◆ TASK DIRECTIONS ◆
Look through the listing for the word "every". Copy each line that has it.

◆ EXERCISE INPUT ◆
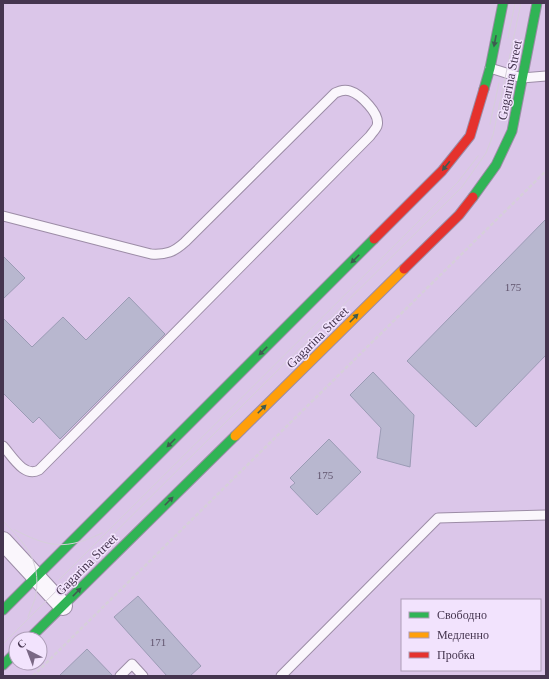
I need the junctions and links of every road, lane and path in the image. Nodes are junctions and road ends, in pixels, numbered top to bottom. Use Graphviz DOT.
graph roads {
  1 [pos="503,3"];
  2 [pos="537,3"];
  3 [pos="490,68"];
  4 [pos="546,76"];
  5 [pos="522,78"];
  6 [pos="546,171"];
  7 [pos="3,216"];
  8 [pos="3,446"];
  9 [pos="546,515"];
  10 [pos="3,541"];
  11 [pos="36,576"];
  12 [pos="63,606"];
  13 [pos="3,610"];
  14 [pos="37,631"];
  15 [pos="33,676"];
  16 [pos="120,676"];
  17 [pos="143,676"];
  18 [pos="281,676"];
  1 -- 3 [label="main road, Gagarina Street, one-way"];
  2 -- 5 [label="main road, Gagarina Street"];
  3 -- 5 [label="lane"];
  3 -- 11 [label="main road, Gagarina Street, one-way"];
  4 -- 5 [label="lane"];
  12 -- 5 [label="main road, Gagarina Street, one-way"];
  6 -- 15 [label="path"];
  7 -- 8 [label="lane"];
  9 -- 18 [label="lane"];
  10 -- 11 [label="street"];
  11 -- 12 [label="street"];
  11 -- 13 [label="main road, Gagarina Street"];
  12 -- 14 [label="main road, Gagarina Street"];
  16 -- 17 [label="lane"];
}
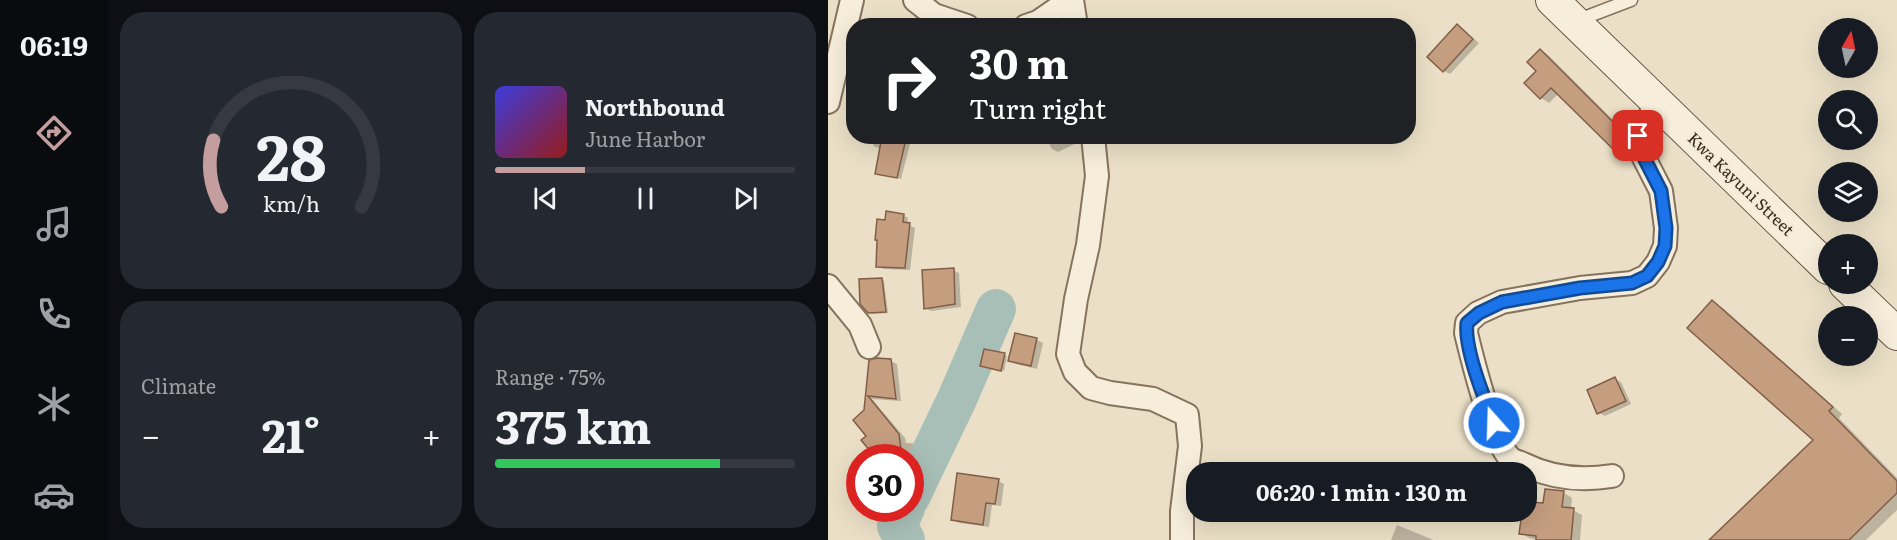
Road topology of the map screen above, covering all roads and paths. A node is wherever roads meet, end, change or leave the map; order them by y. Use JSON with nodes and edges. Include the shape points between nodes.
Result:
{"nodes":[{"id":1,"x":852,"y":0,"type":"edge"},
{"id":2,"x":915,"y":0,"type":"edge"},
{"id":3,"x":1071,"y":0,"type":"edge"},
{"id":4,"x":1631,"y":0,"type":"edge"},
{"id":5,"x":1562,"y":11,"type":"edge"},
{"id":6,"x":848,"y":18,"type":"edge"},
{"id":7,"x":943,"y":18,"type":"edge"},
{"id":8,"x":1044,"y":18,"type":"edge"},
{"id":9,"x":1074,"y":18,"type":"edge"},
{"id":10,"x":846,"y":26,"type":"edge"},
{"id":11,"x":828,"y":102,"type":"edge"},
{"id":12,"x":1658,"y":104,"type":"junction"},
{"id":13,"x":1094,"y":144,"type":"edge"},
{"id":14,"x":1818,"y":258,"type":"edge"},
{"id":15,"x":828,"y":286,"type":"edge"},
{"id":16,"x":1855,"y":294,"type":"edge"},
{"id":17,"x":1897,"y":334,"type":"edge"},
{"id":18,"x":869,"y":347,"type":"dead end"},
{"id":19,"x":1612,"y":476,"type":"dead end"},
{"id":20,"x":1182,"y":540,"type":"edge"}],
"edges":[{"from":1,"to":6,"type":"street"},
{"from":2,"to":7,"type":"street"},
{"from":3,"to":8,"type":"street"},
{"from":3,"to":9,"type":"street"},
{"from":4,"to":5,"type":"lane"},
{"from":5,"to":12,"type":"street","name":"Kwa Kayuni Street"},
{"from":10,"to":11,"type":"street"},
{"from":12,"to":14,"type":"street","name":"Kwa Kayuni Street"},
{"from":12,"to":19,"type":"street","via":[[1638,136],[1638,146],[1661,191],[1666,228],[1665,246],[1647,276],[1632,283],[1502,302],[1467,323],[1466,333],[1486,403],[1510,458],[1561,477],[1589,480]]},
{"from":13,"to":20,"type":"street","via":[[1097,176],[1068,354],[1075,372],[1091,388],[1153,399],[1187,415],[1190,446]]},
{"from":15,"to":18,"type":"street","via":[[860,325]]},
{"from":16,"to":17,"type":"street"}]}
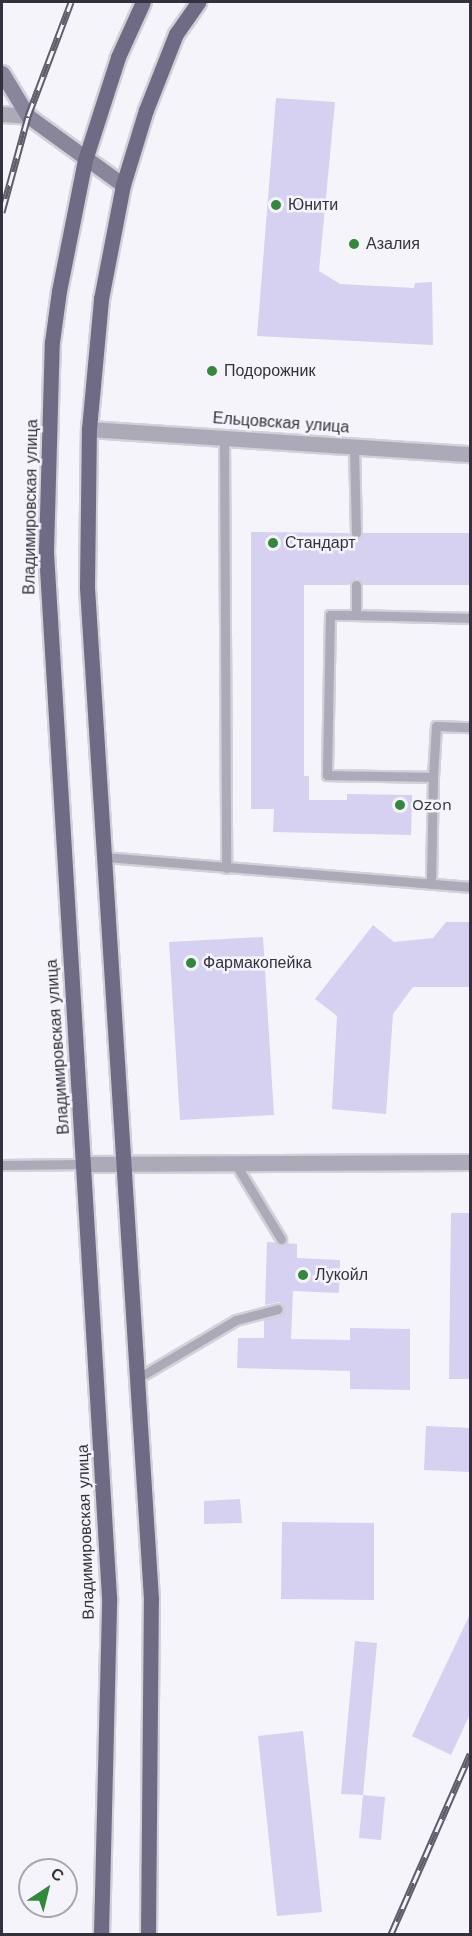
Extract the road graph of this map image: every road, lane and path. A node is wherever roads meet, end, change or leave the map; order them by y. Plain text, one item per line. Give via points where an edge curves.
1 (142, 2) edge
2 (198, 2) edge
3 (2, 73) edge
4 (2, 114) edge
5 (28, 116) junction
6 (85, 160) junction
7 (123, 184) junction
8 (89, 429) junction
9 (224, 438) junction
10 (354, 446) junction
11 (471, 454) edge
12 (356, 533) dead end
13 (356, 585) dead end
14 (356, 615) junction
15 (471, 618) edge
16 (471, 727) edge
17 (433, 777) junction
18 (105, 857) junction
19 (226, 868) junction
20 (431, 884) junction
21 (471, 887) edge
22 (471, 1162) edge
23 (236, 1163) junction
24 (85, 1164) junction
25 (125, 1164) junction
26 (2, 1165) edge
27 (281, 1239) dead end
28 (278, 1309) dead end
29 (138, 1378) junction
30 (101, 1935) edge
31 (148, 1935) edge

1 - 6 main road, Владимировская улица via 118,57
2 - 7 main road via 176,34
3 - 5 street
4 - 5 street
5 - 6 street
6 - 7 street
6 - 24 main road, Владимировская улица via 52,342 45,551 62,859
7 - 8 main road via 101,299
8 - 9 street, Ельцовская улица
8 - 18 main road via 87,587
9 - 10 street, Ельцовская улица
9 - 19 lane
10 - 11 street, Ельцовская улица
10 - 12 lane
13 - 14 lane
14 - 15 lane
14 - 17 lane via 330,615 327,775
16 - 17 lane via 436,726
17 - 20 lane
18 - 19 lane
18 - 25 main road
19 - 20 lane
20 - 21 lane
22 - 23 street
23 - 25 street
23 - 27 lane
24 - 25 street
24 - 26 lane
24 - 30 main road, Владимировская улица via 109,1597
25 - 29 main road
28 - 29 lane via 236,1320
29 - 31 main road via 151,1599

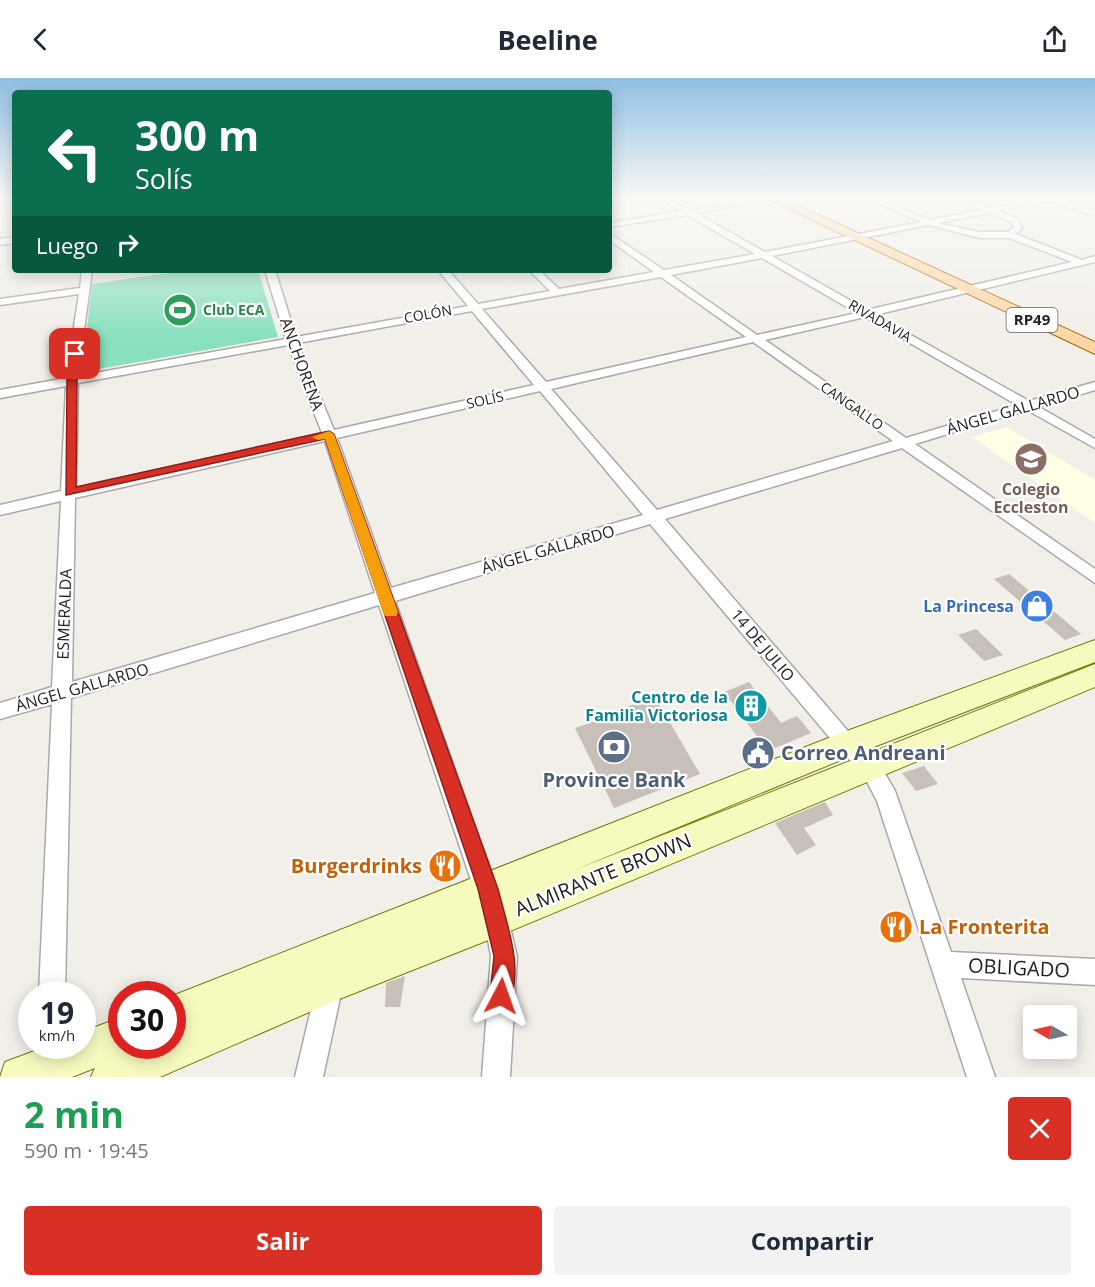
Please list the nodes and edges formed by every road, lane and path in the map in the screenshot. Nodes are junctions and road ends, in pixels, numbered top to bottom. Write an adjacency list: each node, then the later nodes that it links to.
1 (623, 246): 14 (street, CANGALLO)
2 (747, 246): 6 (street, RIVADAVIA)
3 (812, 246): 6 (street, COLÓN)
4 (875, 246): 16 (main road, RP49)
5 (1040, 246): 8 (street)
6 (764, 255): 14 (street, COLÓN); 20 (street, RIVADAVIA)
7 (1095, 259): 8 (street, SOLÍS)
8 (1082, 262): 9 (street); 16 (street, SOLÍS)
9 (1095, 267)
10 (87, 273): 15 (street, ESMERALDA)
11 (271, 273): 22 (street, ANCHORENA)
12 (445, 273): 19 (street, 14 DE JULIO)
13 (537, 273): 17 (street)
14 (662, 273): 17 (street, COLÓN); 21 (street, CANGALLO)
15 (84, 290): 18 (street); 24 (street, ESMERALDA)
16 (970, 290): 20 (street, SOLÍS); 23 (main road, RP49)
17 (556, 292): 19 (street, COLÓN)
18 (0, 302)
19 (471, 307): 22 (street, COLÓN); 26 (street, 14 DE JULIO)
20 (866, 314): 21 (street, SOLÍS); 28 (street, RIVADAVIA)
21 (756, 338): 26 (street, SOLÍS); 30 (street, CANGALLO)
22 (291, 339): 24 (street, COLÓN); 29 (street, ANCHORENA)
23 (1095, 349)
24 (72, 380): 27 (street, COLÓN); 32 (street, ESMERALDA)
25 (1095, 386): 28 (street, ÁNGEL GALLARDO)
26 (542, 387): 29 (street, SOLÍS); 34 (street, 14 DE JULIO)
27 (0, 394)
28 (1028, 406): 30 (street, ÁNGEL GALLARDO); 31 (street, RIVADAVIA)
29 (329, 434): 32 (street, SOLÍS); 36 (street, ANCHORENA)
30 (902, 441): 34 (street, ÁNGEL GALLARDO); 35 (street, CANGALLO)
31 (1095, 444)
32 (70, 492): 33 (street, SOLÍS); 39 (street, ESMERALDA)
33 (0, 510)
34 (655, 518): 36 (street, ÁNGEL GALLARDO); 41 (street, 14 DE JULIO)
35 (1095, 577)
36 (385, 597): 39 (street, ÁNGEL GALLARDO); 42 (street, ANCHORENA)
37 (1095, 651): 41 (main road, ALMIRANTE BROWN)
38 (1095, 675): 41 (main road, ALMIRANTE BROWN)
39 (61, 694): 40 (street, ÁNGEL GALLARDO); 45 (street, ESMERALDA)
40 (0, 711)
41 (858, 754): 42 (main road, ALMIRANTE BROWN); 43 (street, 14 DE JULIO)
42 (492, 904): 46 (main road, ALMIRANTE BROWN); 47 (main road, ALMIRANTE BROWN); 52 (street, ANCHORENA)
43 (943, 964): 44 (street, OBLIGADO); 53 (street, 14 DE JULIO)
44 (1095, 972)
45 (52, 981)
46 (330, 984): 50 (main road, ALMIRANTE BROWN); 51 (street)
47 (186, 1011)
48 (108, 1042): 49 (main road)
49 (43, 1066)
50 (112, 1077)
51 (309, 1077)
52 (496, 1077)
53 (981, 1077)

◆ RESULT ◆
I need the junctions and links of every road, lane and path in the image. Nodes are junctions and road ends, in pixels, numbered top to bottom. Use Graphviz DOT.
Extract the road graph of this map image: every road, lane and path. A node is wherever roads meet, end, change or leave the map; order them by y. Plain text, one item per line. Give via points where an edge curves.
Please list the nodes and edges formed by every road, lane and path in the map in the screenshot. Nodes are junctions and road ends, in pixels, numbered top to bottom. Write an adjacency list: each node, then the later nodes that it links to.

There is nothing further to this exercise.